Destruction par-ci, massacres par-là, même si parfois le sale boulot est exécuté par des mercenaires qui se paient sur la population.

Nihil novi sub sole.

Il en vient incidemment à parler des tensions actuelles, à propos des îles grecques que les Turcs réclament.

– Moi je suis natif de l’île de Chio, explique-t-il.

Et là, bien sûr, on connaît la suite

Pour lui, pour sa famille, c’est du concret, jusqu’à la génération de ses grands-parents.

Alors pendant que les autres finissent de déguster leur vin, l’Adrienne lui pose la question qui lui trotte dans la tête depuis le début:

– Mais alors à vous, personnellement, qu’est-ce que ça vous fait de montrer et de raconter tout ça à des groupes de touristes turcs? et eux, comment ils y réagissent?

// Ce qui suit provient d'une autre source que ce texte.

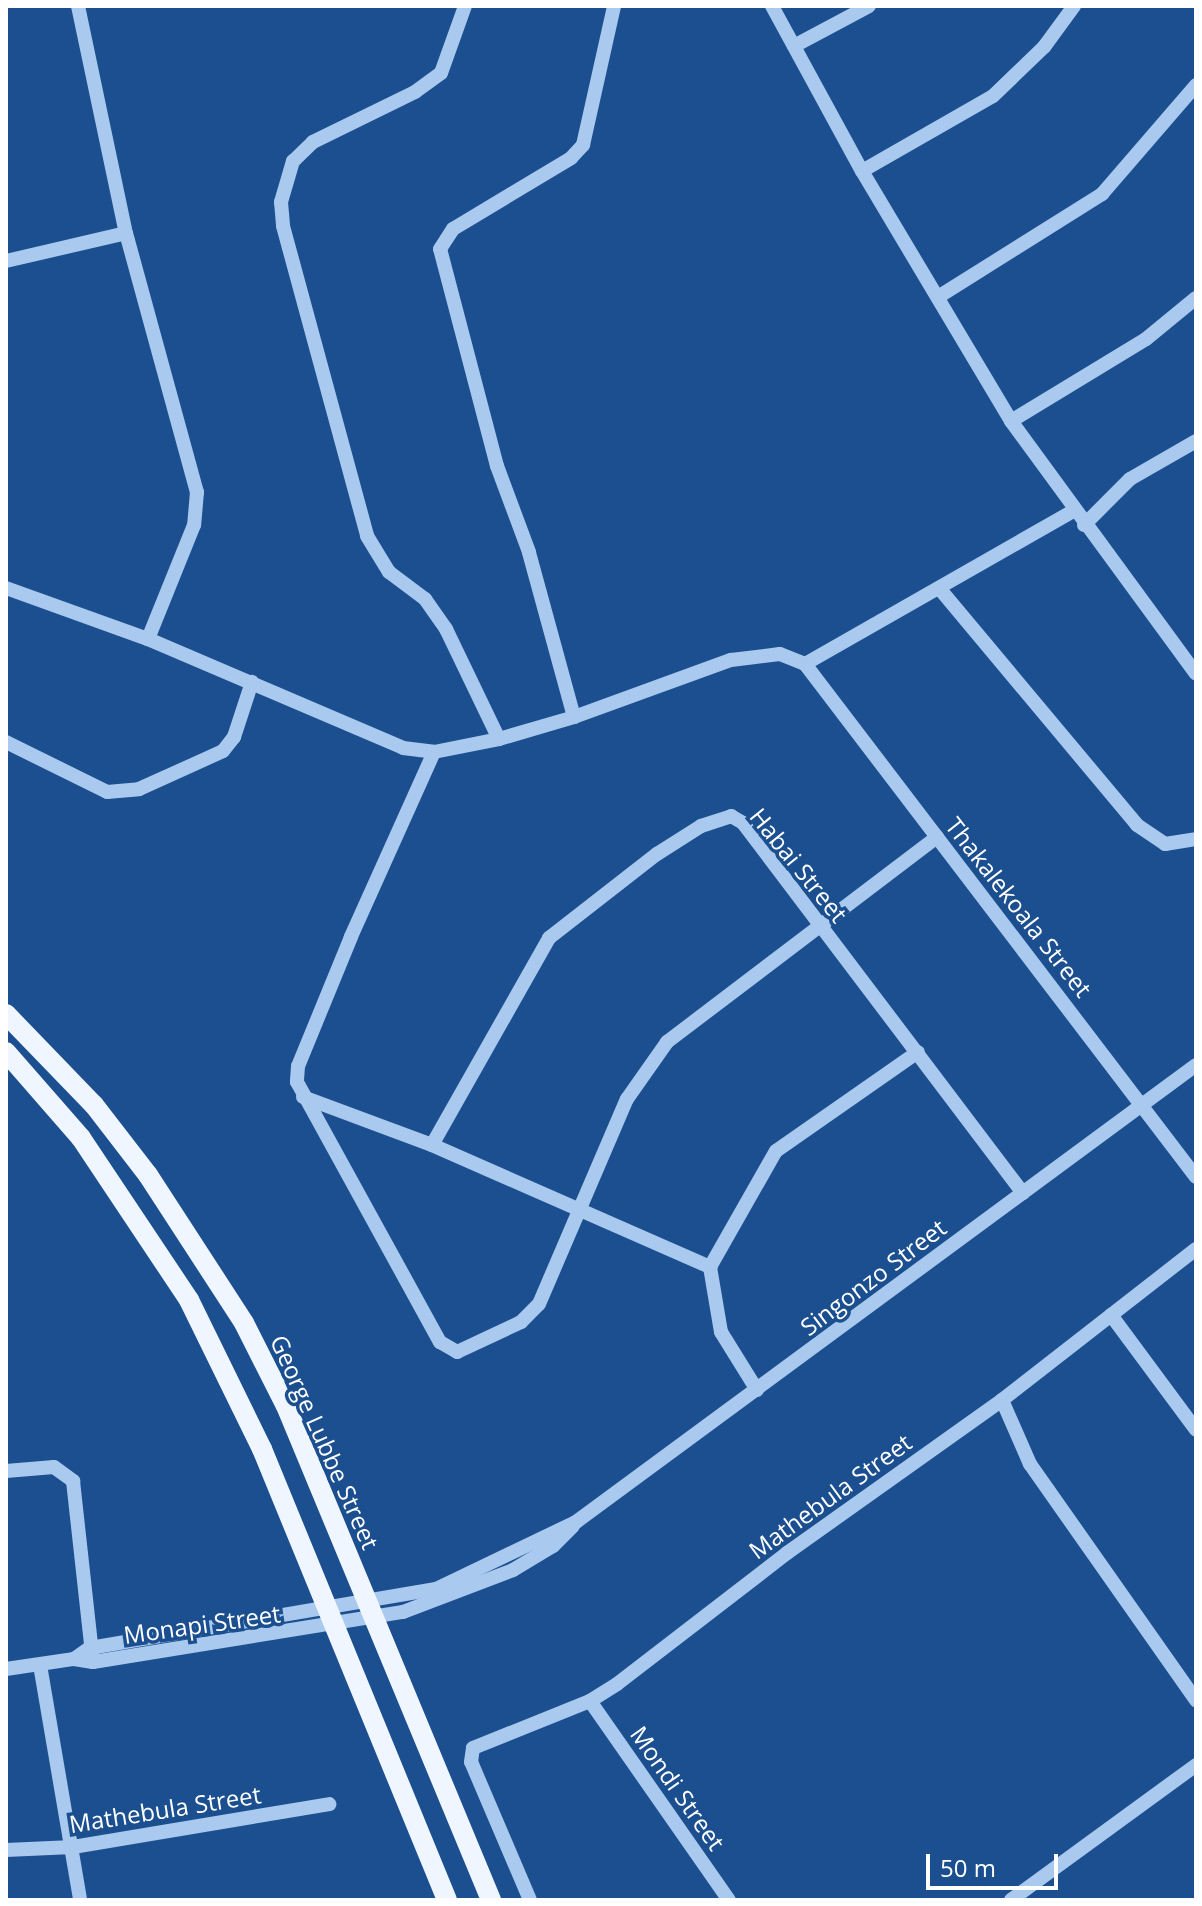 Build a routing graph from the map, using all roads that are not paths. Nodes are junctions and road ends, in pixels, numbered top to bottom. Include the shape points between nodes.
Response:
1 (78, 6) edge
2 (465, 6) edge
3 (614, 6) edge
4 (772, 6) edge
5 (869, 6) edge
6 (1074, 6) edge
7 (794, 46) junction
8 (1196, 85) edge
9 (862, 171) junction
10 (126, 233) junction
11 (6, 261) edge
12 (938, 297) junction
13 (1196, 298) edge
14 (1011, 421) junction
15 (1196, 441) edge
16 (1073, 511) junction
17 (1084, 525) junction
18 (6, 588) edge
19 (939, 588) junction
20 (148, 639) junction
21 (805, 664) junction
22 (1194, 667) edge
23 (252, 682) junction
24 (574, 717) junction
25 (499, 739) junction
26 (6, 742) edge
27 (434, 752) junction
28 (937, 837) junction
29 (1196, 839) edge
30 (820, 923) junction
31 (6, 1014) edge
32 (6, 1052) edge
33 (918, 1052) junction
34 (1196, 1065) edge
35 (303, 1097) junction
36 (1143, 1104) junction
37 (432, 1145) junction
38 (1196, 1177) edge
39 (1023, 1193) junction
40 (578, 1209) junction
41 (1196, 1249) edge
42 (710, 1267) junction
43 (1111, 1315) junction
44 (757, 1390) junction
45 (1002, 1400) junction
46 (1196, 1430) edge
47 (6, 1471) edge
48 (370, 1611) junction
49 (334, 1618) junction
50 (92, 1655) junction
51 (40, 1665) junction
52 (6, 1669) edge
53 (1196, 1700) edge
54 (590, 1701) junction
55 (1196, 1765) edge
56 (329, 1804) dead end
57 (73, 1847) junction
58 (6, 1850) edge
59 (80, 1900) edge
60 (447, 1900) edge
61 (491, 1900) edge
62 (530, 1900) edge
63 (729, 1900) edge
64 (1011, 1900) edge

1 - 10 street
2 - 25 street via 441,73 415,92 313,142 293,161 281,202 283,226 367,536 389,572 425,599 446,629
3 - 24 street via 583,145 571,158 453,229 440,249 497,466 529,552
4 - 7 street
5 - 7 street
6 - 9 street via 1044,47 993,96
7 - 9 street
8 - 12 street via 1102,194
9 - 12 street
10 - 11 street
10 - 20 street via 197,492 194,525
12 - 14 street
13 - 14 street via 1146,339
14 - 16 street
15 - 17 street via 1130,479
16 - 17 street
16 - 19 street
17 - 22 street
18 - 20 street
19 - 21 street
19 - 29 street via 1137,825 1165,844
20 - 23 street
21 - 24 street via 780,654 731,660
21 - 28 street, Thakalekoala Street
23 - 26 street via 234,737 223,751 139,789 107,792
23 - 27 street via 403,748
24 - 25 street
25 - 27 street
27 - 35 street via 298,1066
28 - 30 street
28 - 36 street, Thakalekoala Street
30 - 33 street, Habai Street
30 - 37 street, Habai Street via 743,823 731,816 701,826 549,938
30 - 40 street via 667,1042 627,1099
31 - 48 main road, George Lubbe Street via 94,1105 148,1175 236,1311 286,1406
32 - 49 main road via 81,1138 189,1300 262,1449
33 - 39 street, Habai Street
33 - 42 street via 776,1151
34 - 36 street, Singonzo Street
35 - 37 street
35 - 40 street via 448,1349 471,1348 532,1314
36 - 38 street, Thakalekoala Street
36 - 39 street, Singonzo Street
37 - 40 street
39 - 44 street, Singonzo Street
40 - 42 street
41 - 43 street, Mathebula Street
42 - 44 street via 721,1332
43 - 45 street, Mathebula Street
43 - 46 street
44 - 48 street, Singonzo Street via 576,1522 436,1589
45 - 53 street via 1030,1464
45 - 54 street, Mathebula Street
47 - 50 street via 54,1467 73,1481
48 - 49 street, Singonzo Street
48 - 61 main road, George Lubbe Street
49 - 50 street, Monapi Street
49 - 60 main road
50 - 51 street, Monapi Street
51 - 52 street, Monapi Street
51 - 57 street
54 - 62 street, Mathebula Street via 473,1748 471,1762
54 - 63 street, Mondi Street
55 - 64 street
56 - 57 street, Mathebula Street
57 - 58 street, Mathebula Street
57 - 59 street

Bref, pour ce qui le concerne, vous le devinez aisément.

Et les Turcs?

– Il y a deux possibilités, explique-t-il. Soit ce sont des intellectuels, d’Istanbul par exemple, et ils « comprennent ».
Soit ce sont les autres. Et pour ceux-là, tout ici leur appartient: ils considèrent que ça fait partie de la grande Turquie.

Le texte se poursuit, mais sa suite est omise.